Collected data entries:
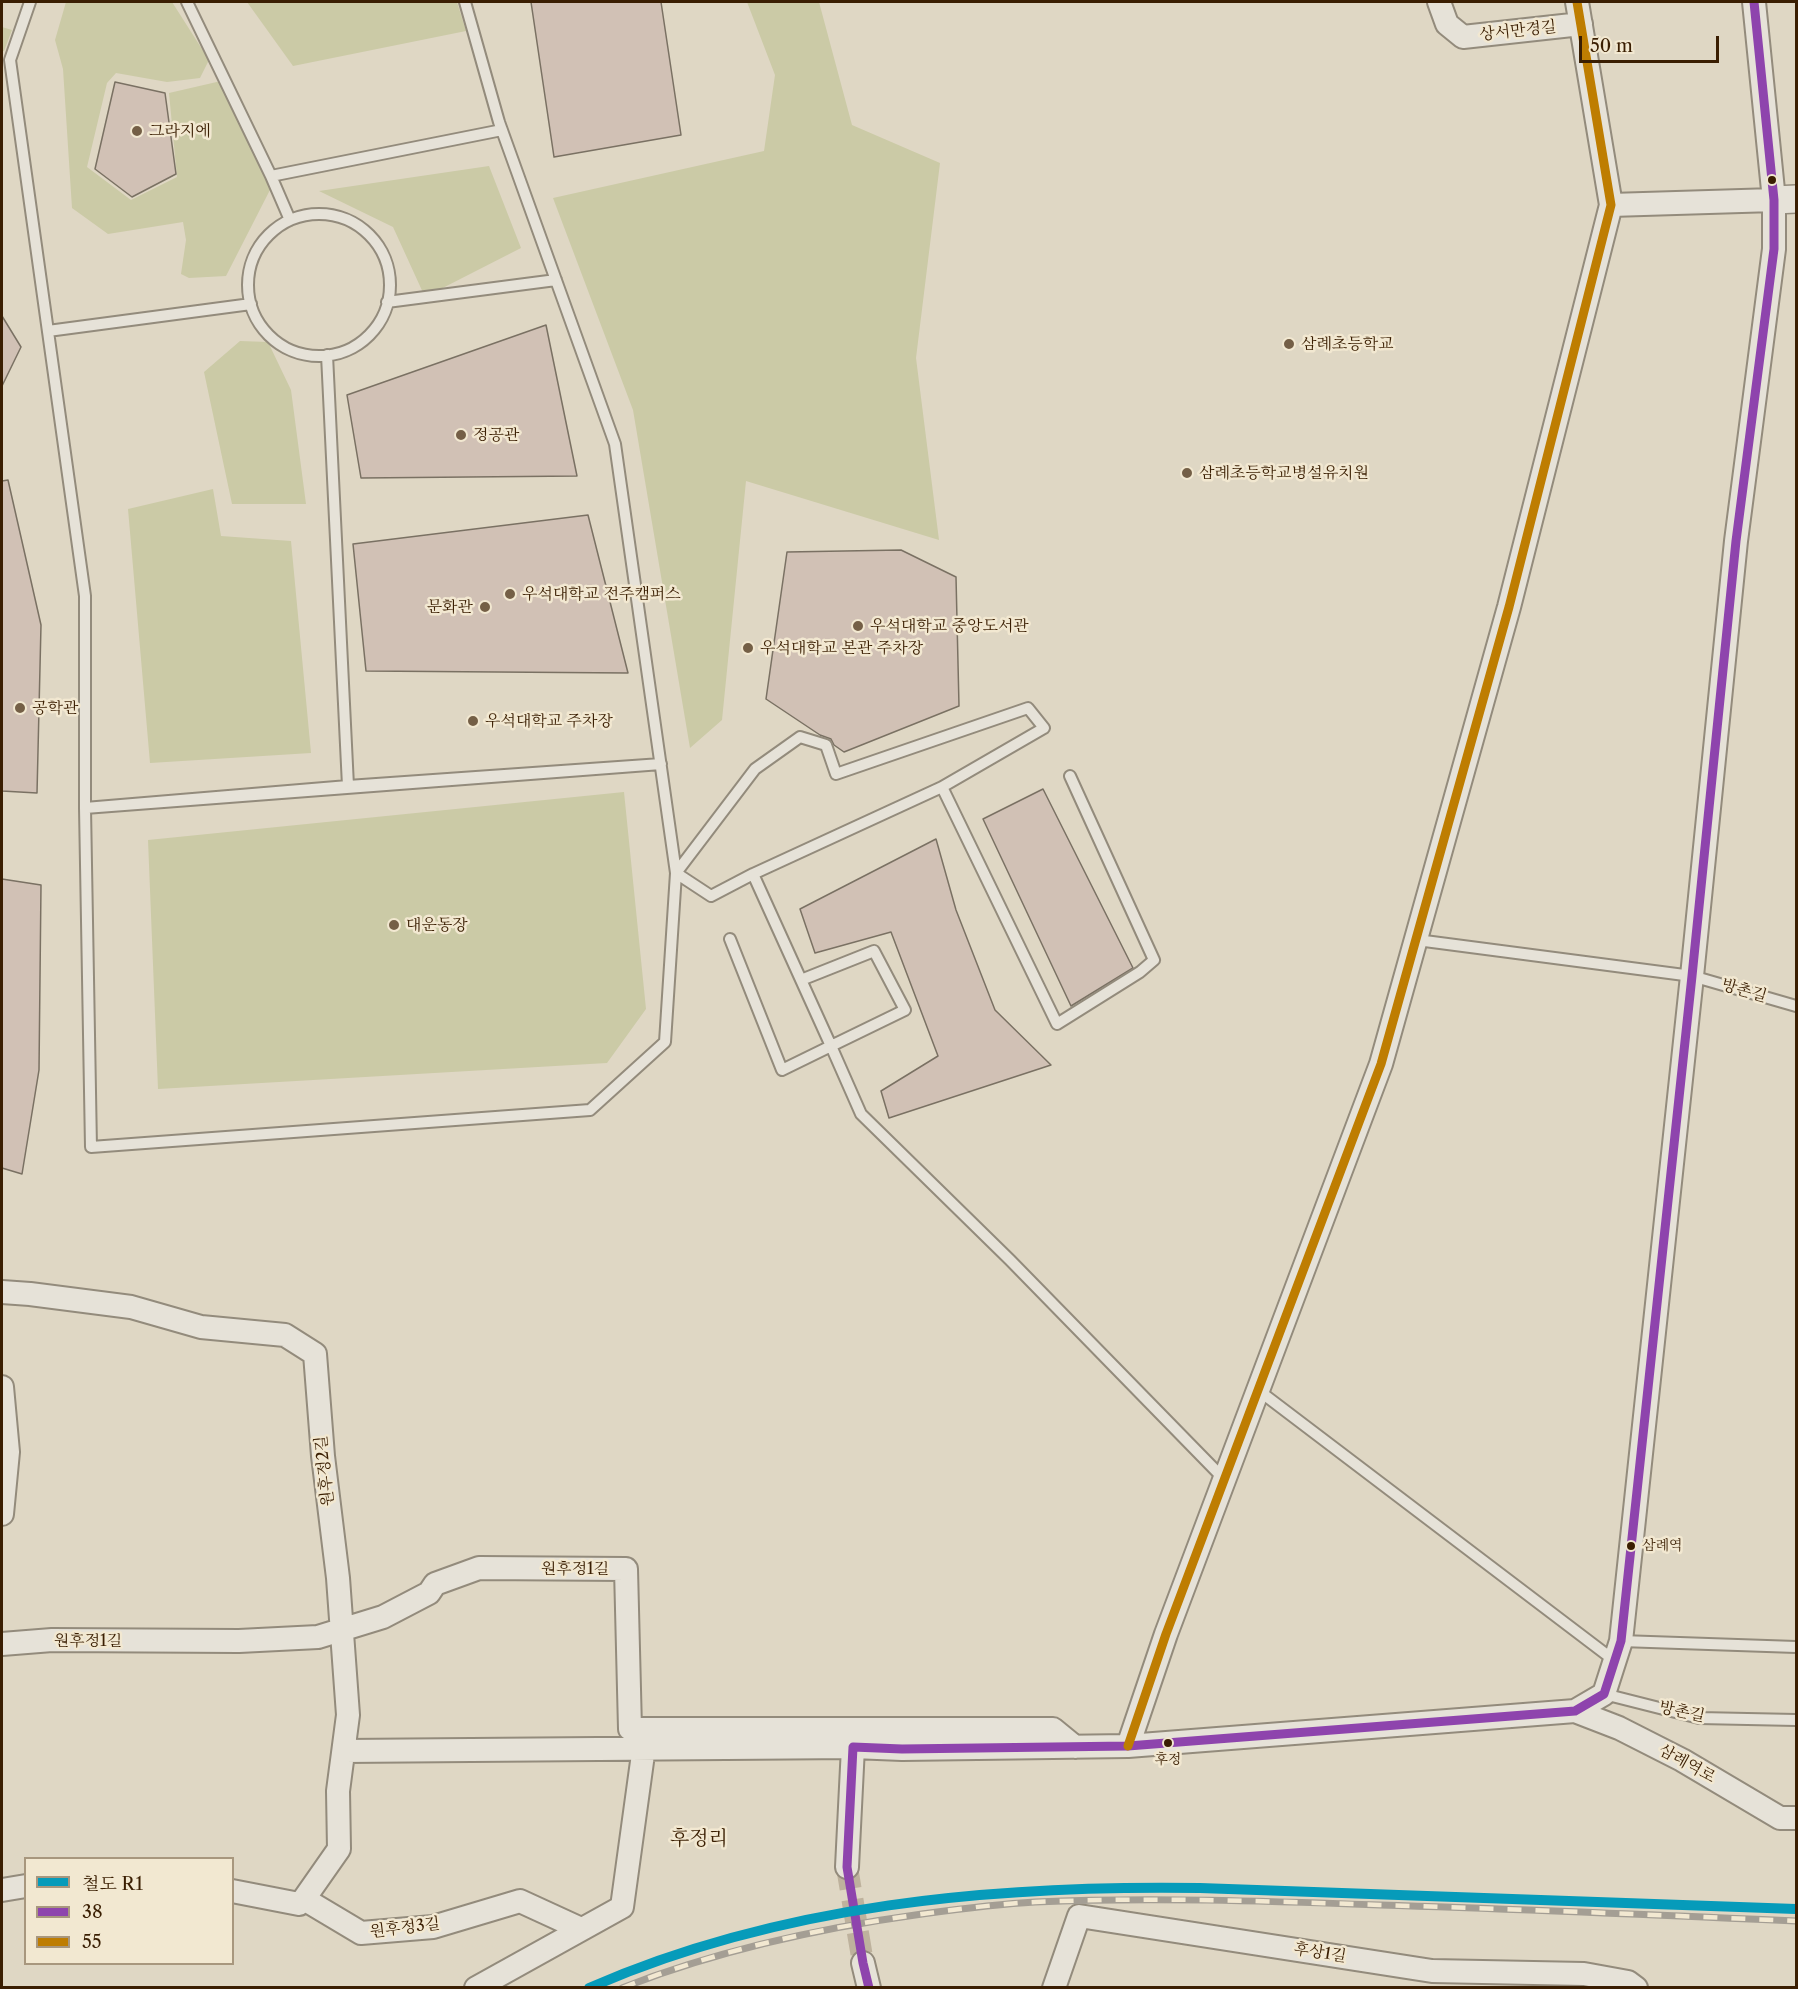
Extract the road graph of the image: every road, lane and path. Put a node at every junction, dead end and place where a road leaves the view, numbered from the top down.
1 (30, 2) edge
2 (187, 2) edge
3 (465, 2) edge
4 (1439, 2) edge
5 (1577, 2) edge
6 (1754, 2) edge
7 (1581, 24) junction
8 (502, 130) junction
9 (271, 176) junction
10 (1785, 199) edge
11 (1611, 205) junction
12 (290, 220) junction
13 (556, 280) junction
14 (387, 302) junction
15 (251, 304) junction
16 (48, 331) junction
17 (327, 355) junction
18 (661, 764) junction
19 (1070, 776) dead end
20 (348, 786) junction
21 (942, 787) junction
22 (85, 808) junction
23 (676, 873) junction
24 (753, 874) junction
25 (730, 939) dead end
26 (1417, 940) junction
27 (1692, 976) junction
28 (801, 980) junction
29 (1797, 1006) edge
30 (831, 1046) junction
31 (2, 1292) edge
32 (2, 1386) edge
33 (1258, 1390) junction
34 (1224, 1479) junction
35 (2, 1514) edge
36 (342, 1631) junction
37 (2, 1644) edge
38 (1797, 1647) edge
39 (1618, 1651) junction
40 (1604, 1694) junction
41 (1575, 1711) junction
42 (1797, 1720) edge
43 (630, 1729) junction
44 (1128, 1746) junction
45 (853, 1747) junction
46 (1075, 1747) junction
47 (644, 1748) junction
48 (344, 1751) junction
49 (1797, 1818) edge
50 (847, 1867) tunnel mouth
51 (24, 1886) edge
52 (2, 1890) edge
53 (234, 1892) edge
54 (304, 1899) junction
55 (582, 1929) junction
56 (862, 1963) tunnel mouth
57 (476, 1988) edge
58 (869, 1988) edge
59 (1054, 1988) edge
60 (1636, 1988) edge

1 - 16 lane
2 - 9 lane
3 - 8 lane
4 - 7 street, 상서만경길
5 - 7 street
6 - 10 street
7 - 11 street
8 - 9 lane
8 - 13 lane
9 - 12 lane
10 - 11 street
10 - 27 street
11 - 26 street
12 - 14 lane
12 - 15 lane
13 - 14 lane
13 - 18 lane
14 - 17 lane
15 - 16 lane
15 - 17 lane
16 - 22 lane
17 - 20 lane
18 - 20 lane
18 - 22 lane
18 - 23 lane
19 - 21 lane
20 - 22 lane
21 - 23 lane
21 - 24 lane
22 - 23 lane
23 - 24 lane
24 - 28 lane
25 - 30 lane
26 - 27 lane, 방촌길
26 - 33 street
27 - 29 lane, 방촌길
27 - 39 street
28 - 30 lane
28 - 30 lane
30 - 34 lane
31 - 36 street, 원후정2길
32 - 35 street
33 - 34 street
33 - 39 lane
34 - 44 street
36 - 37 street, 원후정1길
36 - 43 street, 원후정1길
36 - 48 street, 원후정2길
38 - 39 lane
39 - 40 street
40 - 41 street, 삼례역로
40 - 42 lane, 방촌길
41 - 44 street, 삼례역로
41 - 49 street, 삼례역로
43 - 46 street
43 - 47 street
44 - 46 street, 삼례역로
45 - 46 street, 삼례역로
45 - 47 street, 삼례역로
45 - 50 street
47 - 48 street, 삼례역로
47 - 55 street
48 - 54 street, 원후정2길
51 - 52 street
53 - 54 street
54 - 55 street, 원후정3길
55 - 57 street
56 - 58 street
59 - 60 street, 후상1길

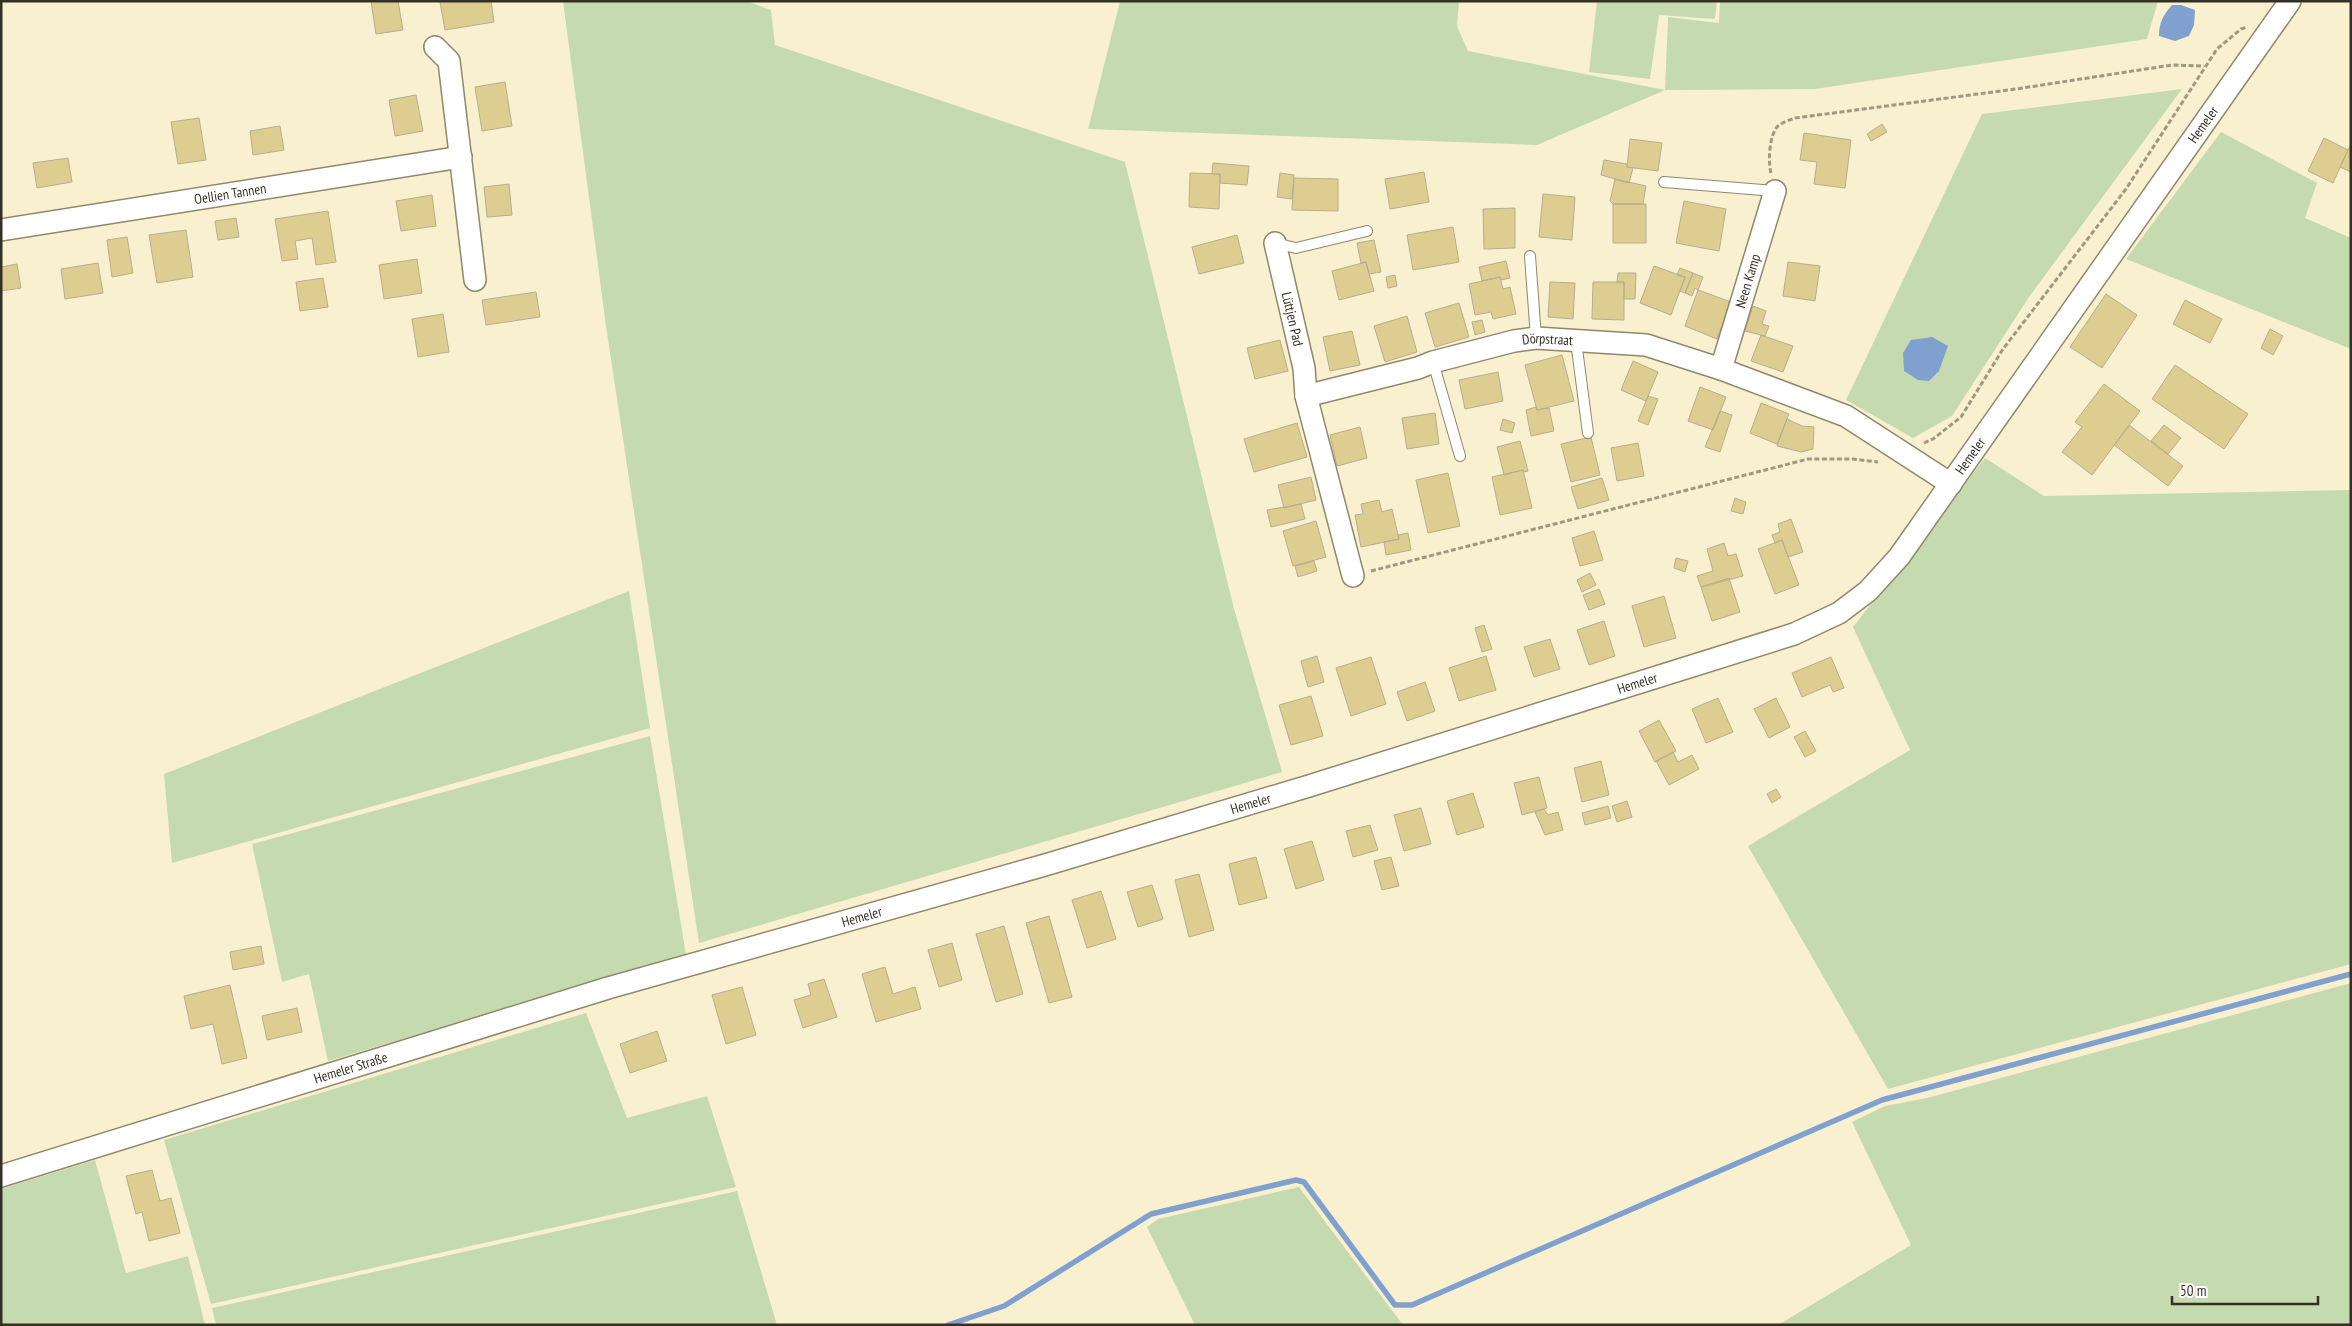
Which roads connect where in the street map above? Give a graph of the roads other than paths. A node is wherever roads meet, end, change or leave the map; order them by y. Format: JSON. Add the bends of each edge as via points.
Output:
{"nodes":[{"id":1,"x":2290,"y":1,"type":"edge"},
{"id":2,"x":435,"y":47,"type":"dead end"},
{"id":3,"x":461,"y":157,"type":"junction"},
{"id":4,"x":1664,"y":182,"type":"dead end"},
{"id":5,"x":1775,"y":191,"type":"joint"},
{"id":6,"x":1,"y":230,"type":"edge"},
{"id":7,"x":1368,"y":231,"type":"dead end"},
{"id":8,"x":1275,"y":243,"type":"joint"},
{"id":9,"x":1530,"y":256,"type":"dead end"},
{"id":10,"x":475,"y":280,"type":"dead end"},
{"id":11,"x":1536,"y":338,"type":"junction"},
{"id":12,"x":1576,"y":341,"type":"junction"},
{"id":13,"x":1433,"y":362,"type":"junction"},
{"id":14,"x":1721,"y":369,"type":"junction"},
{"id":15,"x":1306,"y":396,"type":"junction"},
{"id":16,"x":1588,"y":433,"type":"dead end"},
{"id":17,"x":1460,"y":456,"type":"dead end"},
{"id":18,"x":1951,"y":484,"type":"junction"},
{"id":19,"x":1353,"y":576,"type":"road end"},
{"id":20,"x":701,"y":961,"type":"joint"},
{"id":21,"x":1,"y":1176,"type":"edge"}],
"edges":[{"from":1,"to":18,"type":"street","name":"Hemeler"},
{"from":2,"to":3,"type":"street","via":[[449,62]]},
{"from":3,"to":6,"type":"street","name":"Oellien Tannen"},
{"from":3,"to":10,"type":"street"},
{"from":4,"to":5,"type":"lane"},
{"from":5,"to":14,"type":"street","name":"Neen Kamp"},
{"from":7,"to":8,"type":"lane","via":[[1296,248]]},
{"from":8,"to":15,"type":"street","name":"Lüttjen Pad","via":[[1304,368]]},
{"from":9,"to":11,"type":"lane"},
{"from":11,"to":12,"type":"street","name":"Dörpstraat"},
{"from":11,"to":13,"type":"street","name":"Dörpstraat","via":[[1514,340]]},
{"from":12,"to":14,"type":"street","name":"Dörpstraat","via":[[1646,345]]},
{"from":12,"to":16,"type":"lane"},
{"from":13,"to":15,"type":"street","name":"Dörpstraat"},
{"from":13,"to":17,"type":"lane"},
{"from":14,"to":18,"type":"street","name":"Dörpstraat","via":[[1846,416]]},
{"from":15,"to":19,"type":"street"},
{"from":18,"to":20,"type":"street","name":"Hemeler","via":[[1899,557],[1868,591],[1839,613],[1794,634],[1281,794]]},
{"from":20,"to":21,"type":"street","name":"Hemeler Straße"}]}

> The task
Your task is to copy every line of the entries that contains the string "joint".

> Worked solution
{"id":5,"x":1775,"y":191,"type":"joint"},
{"id":8,"x":1275,"y":243,"type":"joint"},
{"id":20,"x":701,"y":961,"type":"joint"},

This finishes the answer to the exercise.